**Instructions to follow**. Only the count is wanted here: how many lines of the entries hold the string "South"?
::::
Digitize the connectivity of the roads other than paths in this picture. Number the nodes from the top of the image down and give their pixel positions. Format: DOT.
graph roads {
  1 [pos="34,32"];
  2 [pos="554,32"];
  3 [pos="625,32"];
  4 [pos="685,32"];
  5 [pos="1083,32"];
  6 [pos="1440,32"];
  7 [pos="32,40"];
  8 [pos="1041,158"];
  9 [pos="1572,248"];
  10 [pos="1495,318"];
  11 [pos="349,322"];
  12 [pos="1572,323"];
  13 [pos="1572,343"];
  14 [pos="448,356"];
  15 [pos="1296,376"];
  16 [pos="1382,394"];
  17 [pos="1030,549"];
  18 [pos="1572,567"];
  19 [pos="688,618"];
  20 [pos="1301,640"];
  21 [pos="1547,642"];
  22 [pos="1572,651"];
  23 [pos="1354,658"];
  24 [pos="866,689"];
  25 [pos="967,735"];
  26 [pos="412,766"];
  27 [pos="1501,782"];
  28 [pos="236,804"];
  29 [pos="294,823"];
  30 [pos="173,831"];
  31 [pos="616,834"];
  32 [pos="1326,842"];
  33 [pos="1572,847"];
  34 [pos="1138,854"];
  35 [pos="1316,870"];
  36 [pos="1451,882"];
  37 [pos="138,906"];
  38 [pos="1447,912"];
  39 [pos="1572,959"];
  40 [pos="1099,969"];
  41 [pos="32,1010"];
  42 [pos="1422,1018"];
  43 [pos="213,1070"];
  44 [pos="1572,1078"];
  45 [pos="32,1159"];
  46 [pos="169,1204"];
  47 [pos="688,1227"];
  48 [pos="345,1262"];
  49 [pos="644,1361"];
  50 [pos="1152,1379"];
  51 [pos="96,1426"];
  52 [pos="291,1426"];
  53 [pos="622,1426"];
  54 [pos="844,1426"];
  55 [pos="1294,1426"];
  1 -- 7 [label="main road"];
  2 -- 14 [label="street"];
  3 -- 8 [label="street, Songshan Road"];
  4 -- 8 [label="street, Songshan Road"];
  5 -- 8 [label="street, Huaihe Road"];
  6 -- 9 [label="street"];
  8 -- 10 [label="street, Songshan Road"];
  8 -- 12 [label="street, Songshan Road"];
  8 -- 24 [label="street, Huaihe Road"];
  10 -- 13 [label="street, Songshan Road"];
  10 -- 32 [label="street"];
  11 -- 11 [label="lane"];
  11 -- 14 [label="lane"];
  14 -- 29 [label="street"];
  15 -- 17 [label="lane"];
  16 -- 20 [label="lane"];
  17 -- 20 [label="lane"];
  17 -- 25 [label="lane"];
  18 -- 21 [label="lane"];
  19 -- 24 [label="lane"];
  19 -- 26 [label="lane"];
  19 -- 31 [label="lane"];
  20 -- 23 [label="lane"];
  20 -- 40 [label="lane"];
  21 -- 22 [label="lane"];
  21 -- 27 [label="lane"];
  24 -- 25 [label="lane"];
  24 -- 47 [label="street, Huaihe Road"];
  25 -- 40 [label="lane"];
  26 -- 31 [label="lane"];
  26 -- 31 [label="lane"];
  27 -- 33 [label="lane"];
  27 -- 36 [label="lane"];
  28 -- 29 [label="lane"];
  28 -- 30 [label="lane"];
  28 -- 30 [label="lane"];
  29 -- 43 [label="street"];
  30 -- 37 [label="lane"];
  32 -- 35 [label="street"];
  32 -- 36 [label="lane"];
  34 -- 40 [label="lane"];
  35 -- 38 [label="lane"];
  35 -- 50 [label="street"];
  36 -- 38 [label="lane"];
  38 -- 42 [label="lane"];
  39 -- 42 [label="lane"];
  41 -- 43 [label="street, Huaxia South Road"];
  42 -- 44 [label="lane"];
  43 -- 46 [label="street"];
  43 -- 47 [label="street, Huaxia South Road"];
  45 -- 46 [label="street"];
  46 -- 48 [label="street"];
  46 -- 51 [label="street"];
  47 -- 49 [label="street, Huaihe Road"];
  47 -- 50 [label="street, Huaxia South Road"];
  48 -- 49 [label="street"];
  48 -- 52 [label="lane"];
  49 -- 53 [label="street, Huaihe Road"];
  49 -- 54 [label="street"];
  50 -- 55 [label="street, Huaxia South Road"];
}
::::
**Task output**. 4